§ Task instructions
Taking the line that contains "Write the network" as the first, copy exactly every line through the last line of the records, and nothing else.
[Start of Attachment]
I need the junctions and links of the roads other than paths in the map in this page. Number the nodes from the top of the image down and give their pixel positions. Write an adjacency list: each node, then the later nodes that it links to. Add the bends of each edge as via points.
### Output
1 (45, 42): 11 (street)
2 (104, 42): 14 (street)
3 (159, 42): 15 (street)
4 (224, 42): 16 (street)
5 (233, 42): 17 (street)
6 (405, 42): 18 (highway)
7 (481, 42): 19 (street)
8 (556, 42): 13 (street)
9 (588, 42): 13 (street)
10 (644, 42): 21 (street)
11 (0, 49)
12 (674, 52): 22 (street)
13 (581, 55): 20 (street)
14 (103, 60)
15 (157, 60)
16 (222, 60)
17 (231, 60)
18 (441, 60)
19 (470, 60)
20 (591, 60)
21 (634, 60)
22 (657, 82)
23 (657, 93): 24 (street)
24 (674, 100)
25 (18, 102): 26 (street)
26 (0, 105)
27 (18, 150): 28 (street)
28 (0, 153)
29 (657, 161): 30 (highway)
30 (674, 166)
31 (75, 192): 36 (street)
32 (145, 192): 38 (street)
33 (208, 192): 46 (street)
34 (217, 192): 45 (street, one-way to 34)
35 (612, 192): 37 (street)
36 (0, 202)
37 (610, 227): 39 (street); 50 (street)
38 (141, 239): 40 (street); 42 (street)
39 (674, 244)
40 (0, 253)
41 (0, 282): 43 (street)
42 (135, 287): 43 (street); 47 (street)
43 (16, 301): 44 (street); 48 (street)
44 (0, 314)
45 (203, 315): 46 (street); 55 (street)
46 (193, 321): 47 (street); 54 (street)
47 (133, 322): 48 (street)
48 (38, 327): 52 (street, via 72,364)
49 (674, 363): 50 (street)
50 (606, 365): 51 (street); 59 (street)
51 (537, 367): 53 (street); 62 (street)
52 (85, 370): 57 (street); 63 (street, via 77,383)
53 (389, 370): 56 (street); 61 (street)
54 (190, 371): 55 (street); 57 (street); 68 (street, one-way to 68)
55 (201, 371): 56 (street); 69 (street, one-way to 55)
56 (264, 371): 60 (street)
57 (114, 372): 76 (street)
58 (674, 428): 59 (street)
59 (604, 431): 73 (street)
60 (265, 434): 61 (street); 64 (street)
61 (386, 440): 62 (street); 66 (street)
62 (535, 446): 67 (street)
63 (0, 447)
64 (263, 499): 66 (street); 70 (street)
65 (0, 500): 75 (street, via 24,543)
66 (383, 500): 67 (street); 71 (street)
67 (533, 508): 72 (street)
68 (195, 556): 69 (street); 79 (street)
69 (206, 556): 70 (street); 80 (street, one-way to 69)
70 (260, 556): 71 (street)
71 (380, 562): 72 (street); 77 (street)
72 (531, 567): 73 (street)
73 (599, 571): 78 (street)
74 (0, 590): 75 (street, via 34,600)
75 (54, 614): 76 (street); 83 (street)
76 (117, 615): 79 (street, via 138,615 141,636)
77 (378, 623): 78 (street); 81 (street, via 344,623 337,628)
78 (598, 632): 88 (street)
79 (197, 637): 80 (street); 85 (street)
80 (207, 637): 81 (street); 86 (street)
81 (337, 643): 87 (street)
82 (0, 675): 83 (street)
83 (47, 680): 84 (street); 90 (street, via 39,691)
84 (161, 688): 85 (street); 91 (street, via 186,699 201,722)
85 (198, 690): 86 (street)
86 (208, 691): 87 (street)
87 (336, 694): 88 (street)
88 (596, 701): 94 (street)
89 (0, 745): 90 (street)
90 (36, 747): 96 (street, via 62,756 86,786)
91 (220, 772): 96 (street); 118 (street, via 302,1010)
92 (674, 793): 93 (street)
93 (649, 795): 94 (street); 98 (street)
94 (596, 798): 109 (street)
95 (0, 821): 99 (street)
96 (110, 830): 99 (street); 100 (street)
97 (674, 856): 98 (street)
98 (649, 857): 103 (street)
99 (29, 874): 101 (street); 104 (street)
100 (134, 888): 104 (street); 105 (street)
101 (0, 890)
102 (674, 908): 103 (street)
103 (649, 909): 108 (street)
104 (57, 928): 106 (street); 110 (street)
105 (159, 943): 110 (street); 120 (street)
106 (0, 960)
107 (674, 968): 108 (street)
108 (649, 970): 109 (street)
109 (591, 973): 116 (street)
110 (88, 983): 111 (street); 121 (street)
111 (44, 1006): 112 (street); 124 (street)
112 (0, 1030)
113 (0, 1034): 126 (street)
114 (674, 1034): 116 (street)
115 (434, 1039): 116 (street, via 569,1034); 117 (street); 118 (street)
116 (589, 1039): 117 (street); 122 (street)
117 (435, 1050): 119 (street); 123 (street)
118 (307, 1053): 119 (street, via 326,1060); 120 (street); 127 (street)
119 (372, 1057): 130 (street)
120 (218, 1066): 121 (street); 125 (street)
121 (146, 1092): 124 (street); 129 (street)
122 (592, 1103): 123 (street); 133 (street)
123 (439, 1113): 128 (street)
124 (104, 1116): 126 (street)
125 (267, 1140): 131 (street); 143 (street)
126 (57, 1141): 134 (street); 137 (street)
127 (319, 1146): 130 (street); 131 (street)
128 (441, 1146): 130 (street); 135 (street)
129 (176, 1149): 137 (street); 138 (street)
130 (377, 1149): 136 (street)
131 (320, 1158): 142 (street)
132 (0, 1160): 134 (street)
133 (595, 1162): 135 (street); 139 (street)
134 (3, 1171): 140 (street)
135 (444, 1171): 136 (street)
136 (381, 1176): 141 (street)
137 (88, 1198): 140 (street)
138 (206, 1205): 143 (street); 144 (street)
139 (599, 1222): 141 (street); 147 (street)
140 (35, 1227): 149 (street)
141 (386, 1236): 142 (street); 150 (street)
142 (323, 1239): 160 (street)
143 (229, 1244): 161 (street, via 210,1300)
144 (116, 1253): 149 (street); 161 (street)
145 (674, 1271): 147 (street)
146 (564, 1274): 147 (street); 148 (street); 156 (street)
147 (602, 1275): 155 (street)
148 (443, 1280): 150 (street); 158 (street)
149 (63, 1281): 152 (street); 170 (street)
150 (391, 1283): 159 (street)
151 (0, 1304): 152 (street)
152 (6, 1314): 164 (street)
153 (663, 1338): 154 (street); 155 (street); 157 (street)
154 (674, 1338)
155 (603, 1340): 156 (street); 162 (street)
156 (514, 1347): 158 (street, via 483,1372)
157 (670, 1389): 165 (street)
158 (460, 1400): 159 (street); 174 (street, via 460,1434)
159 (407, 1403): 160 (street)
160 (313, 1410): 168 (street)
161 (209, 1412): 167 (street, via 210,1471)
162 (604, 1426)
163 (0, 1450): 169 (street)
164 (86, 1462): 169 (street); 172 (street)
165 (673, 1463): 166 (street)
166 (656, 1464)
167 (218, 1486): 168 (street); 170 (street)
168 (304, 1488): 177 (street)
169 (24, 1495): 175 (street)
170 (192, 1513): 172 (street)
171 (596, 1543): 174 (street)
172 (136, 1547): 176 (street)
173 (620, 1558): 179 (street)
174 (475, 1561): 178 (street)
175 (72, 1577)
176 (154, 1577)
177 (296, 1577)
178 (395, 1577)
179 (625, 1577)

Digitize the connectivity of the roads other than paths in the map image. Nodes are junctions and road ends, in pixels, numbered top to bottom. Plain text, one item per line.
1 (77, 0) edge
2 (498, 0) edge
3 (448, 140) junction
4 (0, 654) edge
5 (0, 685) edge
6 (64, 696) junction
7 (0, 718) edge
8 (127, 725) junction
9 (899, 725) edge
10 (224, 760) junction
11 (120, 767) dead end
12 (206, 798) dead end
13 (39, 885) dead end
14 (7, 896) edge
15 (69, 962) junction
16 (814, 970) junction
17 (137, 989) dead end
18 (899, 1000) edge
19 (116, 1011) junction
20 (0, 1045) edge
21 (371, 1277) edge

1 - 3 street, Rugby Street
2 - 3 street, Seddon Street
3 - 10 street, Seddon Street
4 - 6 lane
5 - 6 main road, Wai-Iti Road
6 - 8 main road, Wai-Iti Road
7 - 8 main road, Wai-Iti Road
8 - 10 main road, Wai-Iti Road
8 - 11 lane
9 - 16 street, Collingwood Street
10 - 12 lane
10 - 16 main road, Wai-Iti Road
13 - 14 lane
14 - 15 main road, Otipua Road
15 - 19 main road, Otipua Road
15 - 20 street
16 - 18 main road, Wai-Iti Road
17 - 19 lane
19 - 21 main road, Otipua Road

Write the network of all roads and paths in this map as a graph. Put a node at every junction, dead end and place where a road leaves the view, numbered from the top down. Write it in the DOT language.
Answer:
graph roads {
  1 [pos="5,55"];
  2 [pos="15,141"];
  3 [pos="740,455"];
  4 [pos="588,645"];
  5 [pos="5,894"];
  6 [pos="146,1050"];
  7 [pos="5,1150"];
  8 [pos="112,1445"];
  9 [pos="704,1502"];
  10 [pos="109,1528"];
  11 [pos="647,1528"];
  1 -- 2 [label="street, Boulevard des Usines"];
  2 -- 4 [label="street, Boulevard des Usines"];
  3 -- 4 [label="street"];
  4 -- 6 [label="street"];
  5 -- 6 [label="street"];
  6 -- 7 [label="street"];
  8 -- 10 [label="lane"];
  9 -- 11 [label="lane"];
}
[End of Attachment]
§ Answer box
Write the network of all roads and paths in this map as a graph. Put a node at every junction, dead end and place where a road leaves the view, numbered from the top down. Write it in the DOT language.
Answer:
graph roads {
  1 [pos="5,55"];
  2 [pos="15,141"];
  3 [pos="740,455"];
  4 [pos="588,645"];
  5 [pos="5,894"];
  6 [pos="146,1050"];
  7 [pos="5,1150"];
  8 [pos="112,1445"];
  9 [pos="704,1502"];
  10 [pos="109,1528"];
  11 [pos="647,1528"];
  1 -- 2 [label="street, Boulevard des Usines"];
  2 -- 4 [label="street, Boulevard des Usines"];
  3 -- 4 [label="street"];
  4 -- 6 [label="street"];
  5 -- 6 [label="street"];
  6 -- 7 [label="street"];
  8 -- 10 [label="lane"];
  9 -- 11 [label="lane"];
}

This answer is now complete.